::: Input data

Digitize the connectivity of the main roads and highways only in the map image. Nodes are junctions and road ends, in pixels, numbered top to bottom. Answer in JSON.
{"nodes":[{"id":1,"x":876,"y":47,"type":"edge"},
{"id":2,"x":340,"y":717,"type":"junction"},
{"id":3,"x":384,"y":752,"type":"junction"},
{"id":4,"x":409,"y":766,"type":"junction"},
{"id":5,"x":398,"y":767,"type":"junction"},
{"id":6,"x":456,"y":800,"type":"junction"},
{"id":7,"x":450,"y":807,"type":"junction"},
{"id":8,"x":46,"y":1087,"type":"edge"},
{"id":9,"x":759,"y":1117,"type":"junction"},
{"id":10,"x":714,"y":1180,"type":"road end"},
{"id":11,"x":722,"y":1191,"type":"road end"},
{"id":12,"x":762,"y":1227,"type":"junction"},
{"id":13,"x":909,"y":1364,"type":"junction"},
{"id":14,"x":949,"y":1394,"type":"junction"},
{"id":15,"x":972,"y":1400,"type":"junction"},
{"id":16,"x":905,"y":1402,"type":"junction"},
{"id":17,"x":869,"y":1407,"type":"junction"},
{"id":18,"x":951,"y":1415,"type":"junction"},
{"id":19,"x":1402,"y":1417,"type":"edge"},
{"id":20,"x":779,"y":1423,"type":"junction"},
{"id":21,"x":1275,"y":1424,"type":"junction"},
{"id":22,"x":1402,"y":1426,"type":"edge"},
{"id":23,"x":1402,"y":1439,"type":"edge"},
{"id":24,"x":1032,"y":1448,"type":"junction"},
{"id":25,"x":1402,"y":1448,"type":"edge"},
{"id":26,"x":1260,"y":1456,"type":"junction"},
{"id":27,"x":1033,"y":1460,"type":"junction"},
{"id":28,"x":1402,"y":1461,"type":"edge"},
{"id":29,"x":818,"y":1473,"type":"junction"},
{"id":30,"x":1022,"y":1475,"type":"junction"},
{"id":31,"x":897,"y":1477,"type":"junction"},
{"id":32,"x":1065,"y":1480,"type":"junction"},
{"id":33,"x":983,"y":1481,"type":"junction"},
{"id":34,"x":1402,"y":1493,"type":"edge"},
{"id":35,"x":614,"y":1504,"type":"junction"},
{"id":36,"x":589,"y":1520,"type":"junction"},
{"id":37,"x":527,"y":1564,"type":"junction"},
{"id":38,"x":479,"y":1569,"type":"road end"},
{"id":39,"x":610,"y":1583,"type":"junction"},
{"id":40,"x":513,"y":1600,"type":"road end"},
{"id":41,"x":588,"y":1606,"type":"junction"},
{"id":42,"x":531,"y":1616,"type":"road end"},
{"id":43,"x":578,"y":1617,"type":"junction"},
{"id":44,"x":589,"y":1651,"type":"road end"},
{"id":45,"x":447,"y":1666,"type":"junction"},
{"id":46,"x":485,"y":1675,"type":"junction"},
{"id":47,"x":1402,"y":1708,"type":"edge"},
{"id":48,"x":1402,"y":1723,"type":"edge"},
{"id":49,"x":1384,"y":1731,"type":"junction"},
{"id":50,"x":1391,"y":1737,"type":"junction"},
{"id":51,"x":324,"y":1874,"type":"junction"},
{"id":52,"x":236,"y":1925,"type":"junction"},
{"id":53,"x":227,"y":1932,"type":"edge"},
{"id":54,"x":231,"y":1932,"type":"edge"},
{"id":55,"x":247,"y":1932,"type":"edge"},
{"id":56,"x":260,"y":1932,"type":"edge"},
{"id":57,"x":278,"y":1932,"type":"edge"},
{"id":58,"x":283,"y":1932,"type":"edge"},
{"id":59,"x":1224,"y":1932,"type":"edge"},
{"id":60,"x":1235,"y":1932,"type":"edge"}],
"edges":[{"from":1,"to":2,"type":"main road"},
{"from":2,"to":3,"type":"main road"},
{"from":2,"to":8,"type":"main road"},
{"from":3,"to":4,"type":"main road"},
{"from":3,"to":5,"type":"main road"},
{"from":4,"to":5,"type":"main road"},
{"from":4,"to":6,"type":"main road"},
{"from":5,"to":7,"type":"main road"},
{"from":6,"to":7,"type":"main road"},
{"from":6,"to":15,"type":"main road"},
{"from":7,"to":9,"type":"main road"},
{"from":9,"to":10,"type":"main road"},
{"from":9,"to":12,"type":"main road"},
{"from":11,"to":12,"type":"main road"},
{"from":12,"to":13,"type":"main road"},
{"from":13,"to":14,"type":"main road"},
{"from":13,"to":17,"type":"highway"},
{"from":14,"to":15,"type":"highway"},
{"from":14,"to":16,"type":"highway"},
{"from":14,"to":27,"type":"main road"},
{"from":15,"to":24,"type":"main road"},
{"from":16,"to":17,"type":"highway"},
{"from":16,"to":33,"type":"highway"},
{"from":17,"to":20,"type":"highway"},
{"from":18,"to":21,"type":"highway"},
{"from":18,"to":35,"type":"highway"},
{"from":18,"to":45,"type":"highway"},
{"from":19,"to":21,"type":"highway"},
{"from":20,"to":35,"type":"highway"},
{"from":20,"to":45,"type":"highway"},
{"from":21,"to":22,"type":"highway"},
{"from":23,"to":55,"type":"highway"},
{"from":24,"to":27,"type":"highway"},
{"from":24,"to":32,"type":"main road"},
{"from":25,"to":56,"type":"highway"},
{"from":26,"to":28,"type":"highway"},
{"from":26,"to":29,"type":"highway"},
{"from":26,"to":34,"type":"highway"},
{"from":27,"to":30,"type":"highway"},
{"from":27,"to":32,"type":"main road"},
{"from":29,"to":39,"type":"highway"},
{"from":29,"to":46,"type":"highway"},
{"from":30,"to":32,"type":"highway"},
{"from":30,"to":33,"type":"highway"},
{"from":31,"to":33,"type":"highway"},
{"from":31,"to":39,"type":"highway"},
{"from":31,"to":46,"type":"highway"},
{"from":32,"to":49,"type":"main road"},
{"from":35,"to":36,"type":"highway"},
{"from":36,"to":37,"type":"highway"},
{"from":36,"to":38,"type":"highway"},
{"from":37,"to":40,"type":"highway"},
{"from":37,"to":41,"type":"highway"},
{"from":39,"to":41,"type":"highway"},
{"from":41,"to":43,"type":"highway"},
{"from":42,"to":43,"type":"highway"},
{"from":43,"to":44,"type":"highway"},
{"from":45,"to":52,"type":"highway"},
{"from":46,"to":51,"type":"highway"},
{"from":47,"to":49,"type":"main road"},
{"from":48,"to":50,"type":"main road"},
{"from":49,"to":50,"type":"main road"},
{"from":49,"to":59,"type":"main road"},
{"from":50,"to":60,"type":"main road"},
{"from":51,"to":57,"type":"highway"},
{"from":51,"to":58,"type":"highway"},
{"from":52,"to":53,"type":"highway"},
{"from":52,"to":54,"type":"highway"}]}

::::::

Task item: Restate the records above in full, keeping each line exactly as it stands.

Answer space:
Digitize the connectivity of the main roads and highways only in the map image. Nodes are junctions and road ends, in pixels, numbered top to bottom. Answer in JSON.
{"nodes":[{"id":1,"x":876,"y":47,"type":"edge"},
{"id":2,"x":340,"y":717,"type":"junction"},
{"id":3,"x":384,"y":752,"type":"junction"},
{"id":4,"x":409,"y":766,"type":"junction"},
{"id":5,"x":398,"y":767,"type":"junction"},
{"id":6,"x":456,"y":800,"type":"junction"},
{"id":7,"x":450,"y":807,"type":"junction"},
{"id":8,"x":46,"y":1087,"type":"edge"},
{"id":9,"x":759,"y":1117,"type":"junction"},
{"id":10,"x":714,"y":1180,"type":"road end"},
{"id":11,"x":722,"y":1191,"type":"road end"},
{"id":12,"x":762,"y":1227,"type":"junction"},
{"id":13,"x":909,"y":1364,"type":"junction"},
{"id":14,"x":949,"y":1394,"type":"junction"},
{"id":15,"x":972,"y":1400,"type":"junction"},
{"id":16,"x":905,"y":1402,"type":"junction"},
{"id":17,"x":869,"y":1407,"type":"junction"},
{"id":18,"x":951,"y":1415,"type":"junction"},
{"id":19,"x":1402,"y":1417,"type":"edge"},
{"id":20,"x":779,"y":1423,"type":"junction"},
{"id":21,"x":1275,"y":1424,"type":"junction"},
{"id":22,"x":1402,"y":1426,"type":"edge"},
{"id":23,"x":1402,"y":1439,"type":"edge"},
{"id":24,"x":1032,"y":1448,"type":"junction"},
{"id":25,"x":1402,"y":1448,"type":"edge"},
{"id":26,"x":1260,"y":1456,"type":"junction"},
{"id":27,"x":1033,"y":1460,"type":"junction"},
{"id":28,"x":1402,"y":1461,"type":"edge"},
{"id":29,"x":818,"y":1473,"type":"junction"},
{"id":30,"x":1022,"y":1475,"type":"junction"},
{"id":31,"x":897,"y":1477,"type":"junction"},
{"id":32,"x":1065,"y":1480,"type":"junction"},
{"id":33,"x":983,"y":1481,"type":"junction"},
{"id":34,"x":1402,"y":1493,"type":"edge"},
{"id":35,"x":614,"y":1504,"type":"junction"},
{"id":36,"x":589,"y":1520,"type":"junction"},
{"id":37,"x":527,"y":1564,"type":"junction"},
{"id":38,"x":479,"y":1569,"type":"road end"},
{"id":39,"x":610,"y":1583,"type":"junction"},
{"id":40,"x":513,"y":1600,"type":"road end"},
{"id":41,"x":588,"y":1606,"type":"junction"},
{"id":42,"x":531,"y":1616,"type":"road end"},
{"id":43,"x":578,"y":1617,"type":"junction"},
{"id":44,"x":589,"y":1651,"type":"road end"},
{"id":45,"x":447,"y":1666,"type":"junction"},
{"id":46,"x":485,"y":1675,"type":"junction"},
{"id":47,"x":1402,"y":1708,"type":"edge"},
{"id":48,"x":1402,"y":1723,"type":"edge"},
{"id":49,"x":1384,"y":1731,"type":"junction"},
{"id":50,"x":1391,"y":1737,"type":"junction"},
{"id":51,"x":324,"y":1874,"type":"junction"},
{"id":52,"x":236,"y":1925,"type":"junction"},
{"id":53,"x":227,"y":1932,"type":"edge"},
{"id":54,"x":231,"y":1932,"type":"edge"},
{"id":55,"x":247,"y":1932,"type":"edge"},
{"id":56,"x":260,"y":1932,"type":"edge"},
{"id":57,"x":278,"y":1932,"type":"edge"},
{"id":58,"x":283,"y":1932,"type":"edge"},
{"id":59,"x":1224,"y":1932,"type":"edge"},
{"id":60,"x":1235,"y":1932,"type":"edge"}],
"edges":[{"from":1,"to":2,"type":"main road"},
{"from":2,"to":3,"type":"main road"},
{"from":2,"to":8,"type":"main road"},
{"from":3,"to":4,"type":"main road"},
{"from":3,"to":5,"type":"main road"},
{"from":4,"to":5,"type":"main road"},
{"from":4,"to":6,"type":"main road"},
{"from":5,"to":7,"type":"main road"},
{"from":6,"to":7,"type":"main road"},
{"from":6,"to":15,"type":"main road"},
{"from":7,"to":9,"type":"main road"},
{"from":9,"to":10,"type":"main road"},
{"from":9,"to":12,"type":"main road"},
{"from":11,"to":12,"type":"main road"},
{"from":12,"to":13,"type":"main road"},
{"from":13,"to":14,"type":"main road"},
{"from":13,"to":17,"type":"highway"},
{"from":14,"to":15,"type":"highway"},
{"from":14,"to":16,"type":"highway"},
{"from":14,"to":27,"type":"main road"},
{"from":15,"to":24,"type":"main road"},
{"from":16,"to":17,"type":"highway"},
{"from":16,"to":33,"type":"highway"},
{"from":17,"to":20,"type":"highway"},
{"from":18,"to":21,"type":"highway"},
{"from":18,"to":35,"type":"highway"},
{"from":18,"to":45,"type":"highway"},
{"from":19,"to":21,"type":"highway"},
{"from":20,"to":35,"type":"highway"},
{"from":20,"to":45,"type":"highway"},
{"from":21,"to":22,"type":"highway"},
{"from":23,"to":55,"type":"highway"},
{"from":24,"to":27,"type":"highway"},
{"from":24,"to":32,"type":"main road"},
{"from":25,"to":56,"type":"highway"},
{"from":26,"to":28,"type":"highway"},
{"from":26,"to":29,"type":"highway"},
{"from":26,"to":34,"type":"highway"},
{"from":27,"to":30,"type":"highway"},
{"from":27,"to":32,"type":"main road"},
{"from":29,"to":39,"type":"highway"},
{"from":29,"to":46,"type":"highway"},
{"from":30,"to":32,"type":"highway"},
{"from":30,"to":33,"type":"highway"},
{"from":31,"to":33,"type":"highway"},
{"from":31,"to":39,"type":"highway"},
{"from":31,"to":46,"type":"highway"},
{"from":32,"to":49,"type":"main road"},
{"from":35,"to":36,"type":"highway"},
{"from":36,"to":37,"type":"highway"},
{"from":36,"to":38,"type":"highway"},
{"from":37,"to":40,"type":"highway"},
{"from":37,"to":41,"type":"highway"},
{"from":39,"to":41,"type":"highway"},
{"from":41,"to":43,"type":"highway"},
{"from":42,"to":43,"type":"highway"},
{"from":43,"to":44,"type":"highway"},
{"from":45,"to":52,"type":"highway"},
{"from":46,"to":51,"type":"highway"},
{"from":47,"to":49,"type":"main road"},
{"from":48,"to":50,"type":"main road"},
{"from":49,"to":50,"type":"main road"},
{"from":49,"to":59,"type":"main road"},
{"from":50,"to":60,"type":"main road"},
{"from":51,"to":57,"type":"highway"},
{"from":51,"to":58,"type":"highway"},
{"from":52,"to":53,"type":"highway"},
{"from":52,"to":54,"type":"highway"}]}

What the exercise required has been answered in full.